Photostory

                                                                                 
A FISH DIVER
Panubu,  Januari  2012

 Baharudin, itulah nama lengkapnya. Lahir dari keluarga sederhana dari orang tua yang berprofesi sebagai petani ladang di sebuah dusun pedalaman kecamatan Tarano, yang juga merupakan dusun paling timur dari wilayah kabupaten Sumbawa.
   Panubu, itulah dusun tempat dimana sekarang dia menghabiskan hari-harinya sebagai Guru di sebuah Sekolah Dasar. Dusun Panubu yang walau secara  geografis terletak di wilayah kabupaten Sumbawa, didiami oleh penduduk pendatang (suku Mbojo) dari kabupaten Dompu. Maka tak heran kemudian kalau Ifan, begitu sapaan akrabnya, belum terlalu lancar dan fasih berkomunikasi dalam bahasa Sumbawa.
       Menjadi seorang pendidik di sebuah sekolah negeri tak pernah sedikitpun terbersit di dalam alam fikirannya. Lebih-lebih sekolah tempat dimana sekarang dia mengajar, merupakan sebuah "sumur" kenangan tempat dimana dahulu dia bersama teman-temannya menghabiskan masa kecil mereka dalam menimba ilmu.
Jauh sebelum dia menjadi seorang Guru, pahit dan getir menjadi seorang anak petani ladang di sebuah dusun terpencil telah banyak mengisi kantung pengalaman hidupnya. Tak heran kemudian ketika hari libur atau suatu saat sepulang dari mengajar, untuk hanya sekedar mengisi waktu senggang, bapak yang sudah dikarunia dua orang anak ini berangkat ke laut mencari ikan. 
        Ya, berbekal keahlian menyelam, penyelam didikan alam inipun terjun mengarungi dinginnya udara laut teluk Cempi. Tak ada perlengkapan standar yang menemaninya dalam menyibak derasnya gelombang pantai selatan. Hanya kacamata selam dan senjata rakitan buatan sendiri, serta kemampuan dasar yang telah dilakoninya berulang-ulang dengan sepenuh hatilah yang membuatnya yakin akan keberuntungan dan rizki dari Sang Pencipta. 
      Malam itu tidaklah jauh berbeda dari malam-malam sebelumnya, beberapa ekor ikan hasil tangkapannya menjadi sebuah pelepas rasa penasaran kami akan harapan dan penantian yang telah lama menuggu di hangatnya hamparan pasir-pasir putih yang terbentang luas. Dengan langkah sedikit tergesa, sang maestro pun menghampiri kami yang telah berdiri menyambutnya di sekitar perapian, perapian yang terbentuk dari seonggok api unggun yang memang telah kami siapkan sebelumnya. Suara gemeretak gigi dari rahang yang menggigil pun tak ubahnya seperti teman yang baru ikut bergabung meramaikan suasana malam kami kala itu. Kami yakin bahwa itulah salah satu malam, dari berbagai malam yang kerap menjadi buah bibir dari pengalaman manis abadi, yang kami petik dan seterusnya kami bagi kepada keluarga-keluarga kami di rumah. Terima kasih teman, atas segala hari dan malam yang menyenangkan yang telah kau bagi kepada kami.
          Itulah secuil gambaran keseharian dari seorang putera Panubu, yang terlahir dengan bakat lepas hasil didikan alam bebas. Memang dia tinggal di pedalaman, tapi kami yakin bahwa suatu saat nanti orang-orang akan paham bahwa alamlah yang memberikan pengalaman yang terdalam. SEMANGAT!

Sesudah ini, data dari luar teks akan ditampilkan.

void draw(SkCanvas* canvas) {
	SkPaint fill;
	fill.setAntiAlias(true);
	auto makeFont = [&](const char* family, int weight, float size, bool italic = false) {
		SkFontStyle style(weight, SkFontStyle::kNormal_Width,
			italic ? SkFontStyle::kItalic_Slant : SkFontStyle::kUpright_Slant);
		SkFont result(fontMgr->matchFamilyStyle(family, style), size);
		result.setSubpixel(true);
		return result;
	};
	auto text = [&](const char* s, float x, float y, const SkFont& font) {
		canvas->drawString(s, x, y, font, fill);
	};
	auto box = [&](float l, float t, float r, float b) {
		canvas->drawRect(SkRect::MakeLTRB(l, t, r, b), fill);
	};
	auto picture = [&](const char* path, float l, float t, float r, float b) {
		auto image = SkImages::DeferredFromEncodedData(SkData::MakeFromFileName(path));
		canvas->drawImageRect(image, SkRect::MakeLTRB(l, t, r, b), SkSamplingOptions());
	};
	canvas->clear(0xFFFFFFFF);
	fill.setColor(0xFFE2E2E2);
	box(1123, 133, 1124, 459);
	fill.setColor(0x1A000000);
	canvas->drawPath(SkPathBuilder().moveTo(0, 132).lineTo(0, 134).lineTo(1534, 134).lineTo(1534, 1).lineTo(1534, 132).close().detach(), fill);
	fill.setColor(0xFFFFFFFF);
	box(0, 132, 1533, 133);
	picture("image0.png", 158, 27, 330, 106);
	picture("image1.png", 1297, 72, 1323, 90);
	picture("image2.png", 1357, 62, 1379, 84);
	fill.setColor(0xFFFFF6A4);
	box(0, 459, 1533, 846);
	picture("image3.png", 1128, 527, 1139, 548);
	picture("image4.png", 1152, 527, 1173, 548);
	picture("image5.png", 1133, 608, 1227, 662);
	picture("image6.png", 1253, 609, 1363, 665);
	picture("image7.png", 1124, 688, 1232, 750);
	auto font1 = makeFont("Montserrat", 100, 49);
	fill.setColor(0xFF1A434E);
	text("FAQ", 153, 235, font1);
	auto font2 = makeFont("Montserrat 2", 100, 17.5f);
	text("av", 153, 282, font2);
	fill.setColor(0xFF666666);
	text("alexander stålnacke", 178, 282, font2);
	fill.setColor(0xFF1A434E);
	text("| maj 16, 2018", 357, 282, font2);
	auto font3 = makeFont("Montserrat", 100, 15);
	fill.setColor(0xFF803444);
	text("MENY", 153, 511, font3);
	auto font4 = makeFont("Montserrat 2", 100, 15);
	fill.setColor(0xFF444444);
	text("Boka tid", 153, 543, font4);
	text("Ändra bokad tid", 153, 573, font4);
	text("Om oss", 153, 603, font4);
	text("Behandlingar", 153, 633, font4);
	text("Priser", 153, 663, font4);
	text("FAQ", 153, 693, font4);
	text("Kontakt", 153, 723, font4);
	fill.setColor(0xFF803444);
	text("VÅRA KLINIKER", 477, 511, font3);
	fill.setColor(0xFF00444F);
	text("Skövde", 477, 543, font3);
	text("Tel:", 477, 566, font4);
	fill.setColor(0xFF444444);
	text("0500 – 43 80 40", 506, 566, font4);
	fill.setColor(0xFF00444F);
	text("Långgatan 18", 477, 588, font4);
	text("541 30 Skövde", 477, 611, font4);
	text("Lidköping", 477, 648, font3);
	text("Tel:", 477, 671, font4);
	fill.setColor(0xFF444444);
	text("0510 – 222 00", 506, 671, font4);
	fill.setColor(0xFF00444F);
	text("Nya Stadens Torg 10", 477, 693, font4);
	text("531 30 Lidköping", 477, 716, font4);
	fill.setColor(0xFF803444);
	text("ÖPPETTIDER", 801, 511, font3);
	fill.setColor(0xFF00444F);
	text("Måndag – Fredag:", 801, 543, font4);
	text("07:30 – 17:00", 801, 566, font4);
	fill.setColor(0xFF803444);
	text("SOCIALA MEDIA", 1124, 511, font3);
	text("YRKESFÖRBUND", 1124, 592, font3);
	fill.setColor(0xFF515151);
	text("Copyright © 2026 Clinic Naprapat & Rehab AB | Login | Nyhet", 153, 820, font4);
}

Mr. Chan (spesialis sambal)
Mr. Ojiz (spesialis makan)





SEAWEED FARMER'S BOY
Panubu, Desember 2011

    Awal tahun 2010 yang lalu, untuk pertama kalinya saya menginjakkan kaki saya di dusun Panubu desa Mata kecamatan Tarano. Tepatnya pada pertengahan bulan Maret, saya ditugaskan mengajar di sebuah sekolah menengah pertama pemerintah kabupaten Sumbawa.
  SMPN 4 Tarano satap, disitulah saya mendedikasikan sedikit ilmu yang saya miliki kepada siswa yang rata-rata adalah anak dari orang tua yang berprofesi sebagai petani dan nelayan. Berbeda halnya dengan anak-anak seusia mereka yang berdomisili di kota kabupaten ataupun kecamatan, yang kesehariannya dipenuhi dengan berbagai macam hiburan ataupun suguhan lain dari teknologi yang berkembang pesat saat ini.
   Anak-anak dusun Panubu tak lebih dari sekelompok anak-anak pedalaman yang masih menjadikan halaman-halaman depan rumah mereka sebagai tempat bermain dan bercengkrama dengan bebas. Berbagai macam permainan tradisional lokal seolah telah mengakar kuat di bumi Panubu, seolah-olah permainan modern dan serba canggih sekalipun, tak mampu menggeser atau bahkan mengikis keberadaannya.
       Gagal panen yang terjadi pada awal tahun 2010 akibat dari perubahan iklim yang berdampak pada curah hujan yang tidak menentu, mengakibatkan masyarakat dusun semakin dirundung malang. Perekonomian masyarakat semakin terpuruk, dikarenakan hasil ladang tak mampu memberi mereka jaminan akan persediaan makanan pokok untuk beberapa tahun, bahkan beberapa bulan kedepan. Lumbung padi yang biasanya sarat dengan hasil panen pun seolah semakin besar dan luas.
      Beruntung pada tahun yang sama, beberapa pengepul rumput laut liar datang memberikan sedikit harapan kepada warga, harapan akan kekayaan alam laut panubu dengan rumput laut liarnya. Awalnya warga belum sepenuhnya yakin akan keuntungan yang dihasilkan dari mengambil rumput laut liar, yang memang tumbuh lebat di perairan sekitar teluk cempi. Saat itu, harga yang begitu murah menjadi penyebab utama keengganan warga untuk beralih profesi sementara dari petani ladang menjadi petani rumput laut.
       Secara kasat mata, memang usaha, tenaga serta proses yang dilakukan dalam pencarian rumput laut hingga siap timbang, tidaklah sebanding dengan harga yang ditawarkan pembeli. Tapi apa boleh buat, karena untuk melanjutkan hidup, asap dapur harus tetap mengepul. Seiring dengan berjalannya waktu, bisnis kacaha begitu masyarakat panubu menyebutnya, semakin baik hari demi hari. Ditandai dengan harga yang boleh dibilang semakin sepadan dengan usaha yang dikeluarkan.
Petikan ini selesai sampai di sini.